Образы заводских управляющих, подобные Луке Назарычу и Голиковскому, занимали писателя давно, значительно раньше чем он приступил к работе над романом. В написанном в конце 1884 – начале 1885 годов рассказе «Самородок» (опубликован в 1888 году) писатель рисует заводских управителей Утякова и Шулятникова, во многом предвосхищающих образы Луки Назарыча и Голиковского. Шулятников («Самородок»), так же как и Голиковский, олицетворяющий заводского администратора нового, капиталистического склада, действуя «цивилизованными» методами, сходится с администратором-крепостником Утяковым. «Это были два мира, – писал автор, – столкнувшиеся только на прижимке рабочих». Как и в «Трех концах», в «Самородке» высококвалифицированные потомственные рабочие, представляющие собою, по выражению автора, «рабочую гвардию», в знак протеста против тяжелых условий труда прекращают работу на заводе и уходят на строительство железной дороги, на золотые прииски и т. д.
Стремясь наиболее полно отобразить жизнь уральского горнозаводского рабочего населения, писатель собирал и изучал уральский фольклор – пословицы, поговорки, песни, сказы и т. д. В Центральном государственном архиве литературы и искусства СССР хранятся записи писателя: «Плачи на посиделках», «Плач сироты», «Сватовство», «Поповские слова» и др. О народности языка Мамина-Сибиряка А. П. Чехов справедливо говорил: «У нас народничают, да все больше понаслышке. Слова или выдуманные, или чужие… А у Мамина слова настоящие, да он и сам ими говорит и других не знает» («Чехов в воспоминаниях современников», 1954, стр. 287).
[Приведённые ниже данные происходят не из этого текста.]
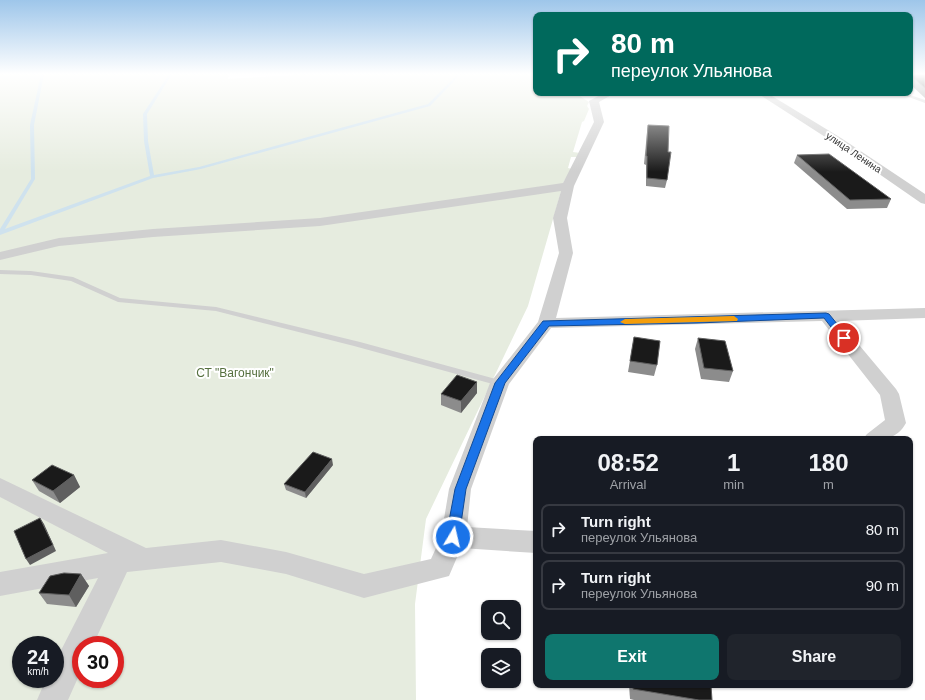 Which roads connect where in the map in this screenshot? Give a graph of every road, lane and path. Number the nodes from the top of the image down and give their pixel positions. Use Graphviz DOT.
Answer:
graph roads {
  1 [pos="595,107"];
  2 [pos="783,107"];
  3 [pos="568,186"];
  4 [pos="925,200"];
  5 [pos="0,256"];
  6 [pos="0,272"];
  7 [pos="925,313"];
  8 [pos="826,315"];
  9 [pos="546,323"];
  10 [pos="500,383"];
  11 [pos="878,436"];
  12 [pos="0,487"];
  13 [pos="453,537"];
  14 [pos="533,542"];
  15 [pos="144,559"];
  16 [pos="118,564"];
  17 [pos="0,584"];
  18 [pos="52,700"];
  1 -- 3 [label="street"];
  2 -- 4 [label="street, улица Ленина"];
  3 -- 5 [label="street"];
  3 -- 9 [label="street"];
  6 -- 10 [label="lane"];
  7 -- 8 [label="street"];
  8 -- 9 [label="street"];
  8 -- 11 [label="street"];
  9 -- 10 [label="street"];
  10 -- 13 [label="street"];
  12 -- 15 [label="street"];
  13 -- 14 [label="street"];
  13 -- 15 [label="street"];
  15 -- 16 [label="street"];
  16 -- 17 [label="street"];
  16 -- 18 [label="street"];
}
Мамин-Сибиряк работал над романом во второй половине восьмидесятых годов, вошедших в историю России как годы жесточайшей царской реакции. Но вместе с тем это были годы, когда, несмотря на жестокое подавление царским правительством, «рабочее движение продолжало расти, охватывая все новые и новые районы» («История ВКП(б). Краткий курс», стр. 9). «В то же время на почве роста рабочего движения и под влиянием западноевропейского рабочего движения начинают создаваться в России первые марксистские организации». (Там же, стр. 10.) В. И. Ленин назвал 80-е годы эпохой, в которую «всего интенсивнее работала русская революционная мысль, создав основы социал-демократического миросозерцания» (В. И. Ленин, Сочинения, т. 10, стр. 230). В своем романе писатель не сумел, однако, отразить существеннейший исторический процесс роста революционного сознания и организованности трудящихся масс.
Появление романа в печати вызвало целый ряд откликов, однако в них не было серьезного анализа произведения («Новости печати», No 10–11, 1890, «Всемирная иллюстрация», NoNo 1120, 1127, 1129, 1890 и др.).
В либерально-народническом журнале «Русская мысль» (No 7, 1891) В. А. Гольцев выступил с полемической статьей, в которой утверждал, что роман не произвел «сильного впечатления на читателей», так как в нем, по мнению критика, рассказывается «про события минувшего времени, безвозвратно отошедшего в вечность. Время это живого интереса уже не представляет» («Русская мысль», No 7, 1891).